4.0

3.3K 160 112
                                    

40. bölüme ne ara geldikkk

O kadar beklediniz ama ortaya yarrak gibi bir bölüm çıktı şimdiden sorry

🌙🌙🌙

Michael'ın bir namı vardı. Uyuşturucu kullandığı için hastaneye yatırıldığını bu civardaki neredeyse tüm lise öğrencileri biliyordu. Hatta öğretmenlerin bile kulağına gitmişti. Çoğu kez Michael için ağza alınmayacak şeyler söylediklerini duymuş ve kavga etmiştim. Ona böyle şeyler demeye hakları yoktu, değil mi? Onu böyle yargılamaya da hakları yoktu. O sadece yanlış yola sapmış bir çocuktu. Şimdi ise daha iyiydi. Bu yüzden herkes Michael'ı gördüğünde nefeslerini tutmuştu. Onu görmeyi beklemiyorlardı büyük ihtimal. Bende beklemiyordum.

Dizlerimin bağı çözülürken damlalar bir bir yanaklarıma doğru süzülmeye başladı. "Michael." diye fısıldadım. Sonunda ona koşmak aklıma geldiğinde kocaman adımlar attım. O da benim gibi hareket ettiğinde kısa süre içerisinde birbirimize ulaşmıştık. Ona hayatım boyunca hiç sarılmadığım kadar sıkı sarıldım.
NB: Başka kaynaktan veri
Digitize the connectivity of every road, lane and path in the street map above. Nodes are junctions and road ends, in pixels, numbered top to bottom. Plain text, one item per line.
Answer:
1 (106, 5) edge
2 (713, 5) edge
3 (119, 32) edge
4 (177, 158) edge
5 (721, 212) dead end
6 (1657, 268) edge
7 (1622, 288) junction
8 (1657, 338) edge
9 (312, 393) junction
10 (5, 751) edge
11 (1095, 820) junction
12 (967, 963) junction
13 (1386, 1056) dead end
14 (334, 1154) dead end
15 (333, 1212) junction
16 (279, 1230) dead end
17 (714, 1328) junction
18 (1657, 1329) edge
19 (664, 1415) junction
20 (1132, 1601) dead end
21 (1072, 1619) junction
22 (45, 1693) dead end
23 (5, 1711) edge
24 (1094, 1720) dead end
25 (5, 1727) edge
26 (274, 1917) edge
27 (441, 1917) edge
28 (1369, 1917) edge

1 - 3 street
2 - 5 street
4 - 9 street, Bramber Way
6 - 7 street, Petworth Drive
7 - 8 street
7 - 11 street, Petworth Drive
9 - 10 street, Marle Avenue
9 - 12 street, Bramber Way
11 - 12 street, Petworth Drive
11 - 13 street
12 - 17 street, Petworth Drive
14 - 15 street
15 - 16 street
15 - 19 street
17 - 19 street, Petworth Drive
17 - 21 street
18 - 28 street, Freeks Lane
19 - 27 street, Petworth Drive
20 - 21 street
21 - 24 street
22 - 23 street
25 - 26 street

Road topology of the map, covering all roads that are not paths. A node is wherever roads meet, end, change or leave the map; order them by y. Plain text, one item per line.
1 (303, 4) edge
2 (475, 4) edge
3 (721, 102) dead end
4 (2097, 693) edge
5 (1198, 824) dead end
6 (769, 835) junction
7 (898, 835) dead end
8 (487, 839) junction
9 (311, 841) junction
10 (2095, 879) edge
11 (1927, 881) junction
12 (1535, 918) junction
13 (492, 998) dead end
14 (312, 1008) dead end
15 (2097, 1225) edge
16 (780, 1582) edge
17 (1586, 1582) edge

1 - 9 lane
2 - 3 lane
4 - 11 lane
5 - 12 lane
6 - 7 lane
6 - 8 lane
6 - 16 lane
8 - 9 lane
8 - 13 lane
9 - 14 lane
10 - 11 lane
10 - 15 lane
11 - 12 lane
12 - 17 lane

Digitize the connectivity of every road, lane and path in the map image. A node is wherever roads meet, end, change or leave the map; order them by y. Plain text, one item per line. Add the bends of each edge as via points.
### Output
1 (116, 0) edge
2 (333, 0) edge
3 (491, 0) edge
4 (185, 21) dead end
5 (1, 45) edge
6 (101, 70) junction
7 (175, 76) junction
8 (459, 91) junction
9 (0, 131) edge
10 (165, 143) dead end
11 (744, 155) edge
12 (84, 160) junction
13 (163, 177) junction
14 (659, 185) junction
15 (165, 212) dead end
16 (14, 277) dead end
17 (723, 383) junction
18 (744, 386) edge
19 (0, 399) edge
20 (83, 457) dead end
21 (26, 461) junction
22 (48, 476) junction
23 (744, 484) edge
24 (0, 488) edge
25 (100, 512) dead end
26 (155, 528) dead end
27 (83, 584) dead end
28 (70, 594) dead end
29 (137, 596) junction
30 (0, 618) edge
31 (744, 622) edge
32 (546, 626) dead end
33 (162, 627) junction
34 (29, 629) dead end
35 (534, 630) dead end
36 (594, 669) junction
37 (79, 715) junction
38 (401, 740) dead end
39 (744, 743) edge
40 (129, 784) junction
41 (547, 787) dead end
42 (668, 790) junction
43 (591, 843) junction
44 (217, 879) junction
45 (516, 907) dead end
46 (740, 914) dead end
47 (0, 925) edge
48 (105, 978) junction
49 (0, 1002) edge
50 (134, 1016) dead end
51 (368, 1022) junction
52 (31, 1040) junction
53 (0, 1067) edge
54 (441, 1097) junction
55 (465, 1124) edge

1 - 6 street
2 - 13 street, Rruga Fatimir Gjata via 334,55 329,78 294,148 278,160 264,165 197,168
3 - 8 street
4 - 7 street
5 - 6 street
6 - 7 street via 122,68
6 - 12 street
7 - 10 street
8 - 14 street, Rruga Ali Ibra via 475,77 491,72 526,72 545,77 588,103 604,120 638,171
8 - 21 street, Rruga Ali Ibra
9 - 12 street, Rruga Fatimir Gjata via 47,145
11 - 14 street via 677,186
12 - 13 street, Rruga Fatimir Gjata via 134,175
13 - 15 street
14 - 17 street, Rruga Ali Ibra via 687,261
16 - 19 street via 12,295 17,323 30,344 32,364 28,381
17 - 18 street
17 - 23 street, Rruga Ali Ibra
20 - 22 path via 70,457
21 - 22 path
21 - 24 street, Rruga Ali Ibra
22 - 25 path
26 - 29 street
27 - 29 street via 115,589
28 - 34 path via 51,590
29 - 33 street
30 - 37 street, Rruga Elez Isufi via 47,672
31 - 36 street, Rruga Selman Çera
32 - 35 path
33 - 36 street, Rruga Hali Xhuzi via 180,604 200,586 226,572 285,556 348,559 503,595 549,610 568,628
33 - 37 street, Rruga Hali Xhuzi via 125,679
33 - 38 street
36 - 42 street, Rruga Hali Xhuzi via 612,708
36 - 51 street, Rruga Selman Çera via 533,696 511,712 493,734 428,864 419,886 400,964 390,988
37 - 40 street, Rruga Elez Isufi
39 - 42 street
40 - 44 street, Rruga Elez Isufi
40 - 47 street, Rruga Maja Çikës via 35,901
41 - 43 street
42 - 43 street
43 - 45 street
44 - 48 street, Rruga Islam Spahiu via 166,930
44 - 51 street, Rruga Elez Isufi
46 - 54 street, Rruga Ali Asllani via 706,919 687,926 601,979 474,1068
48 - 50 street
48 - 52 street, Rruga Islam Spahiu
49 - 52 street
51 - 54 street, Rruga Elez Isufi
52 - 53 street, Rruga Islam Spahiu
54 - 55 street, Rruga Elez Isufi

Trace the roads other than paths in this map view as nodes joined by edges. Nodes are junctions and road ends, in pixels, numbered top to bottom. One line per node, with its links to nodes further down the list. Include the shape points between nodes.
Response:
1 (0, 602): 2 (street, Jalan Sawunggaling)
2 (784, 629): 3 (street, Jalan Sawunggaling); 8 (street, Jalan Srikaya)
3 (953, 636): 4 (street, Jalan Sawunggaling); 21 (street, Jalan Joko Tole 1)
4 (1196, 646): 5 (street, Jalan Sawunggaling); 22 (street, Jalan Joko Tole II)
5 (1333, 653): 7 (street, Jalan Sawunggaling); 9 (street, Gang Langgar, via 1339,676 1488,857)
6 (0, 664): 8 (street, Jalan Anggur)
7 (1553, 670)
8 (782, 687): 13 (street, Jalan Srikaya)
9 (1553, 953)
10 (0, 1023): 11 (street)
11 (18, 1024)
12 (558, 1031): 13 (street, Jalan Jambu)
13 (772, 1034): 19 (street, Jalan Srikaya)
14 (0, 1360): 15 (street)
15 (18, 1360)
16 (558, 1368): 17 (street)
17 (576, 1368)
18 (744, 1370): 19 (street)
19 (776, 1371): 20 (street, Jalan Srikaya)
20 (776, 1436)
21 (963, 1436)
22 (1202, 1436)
Makyajımı umursamayarak ağlamaya başladığımda Michael'ın belimdeki kolları sıkılaştı. Kafamı boynu ile omzu arasındaki girintiye koyarken sesli ağlayışım şu an için buradaki tek sesti. Büyük ihtimalle öğrenciler ve öğretmenler ne tepki vereceklerini bilmiyorlardı.

Onu tekrardan kollarımın arasına alabildiğime inanamıyordum.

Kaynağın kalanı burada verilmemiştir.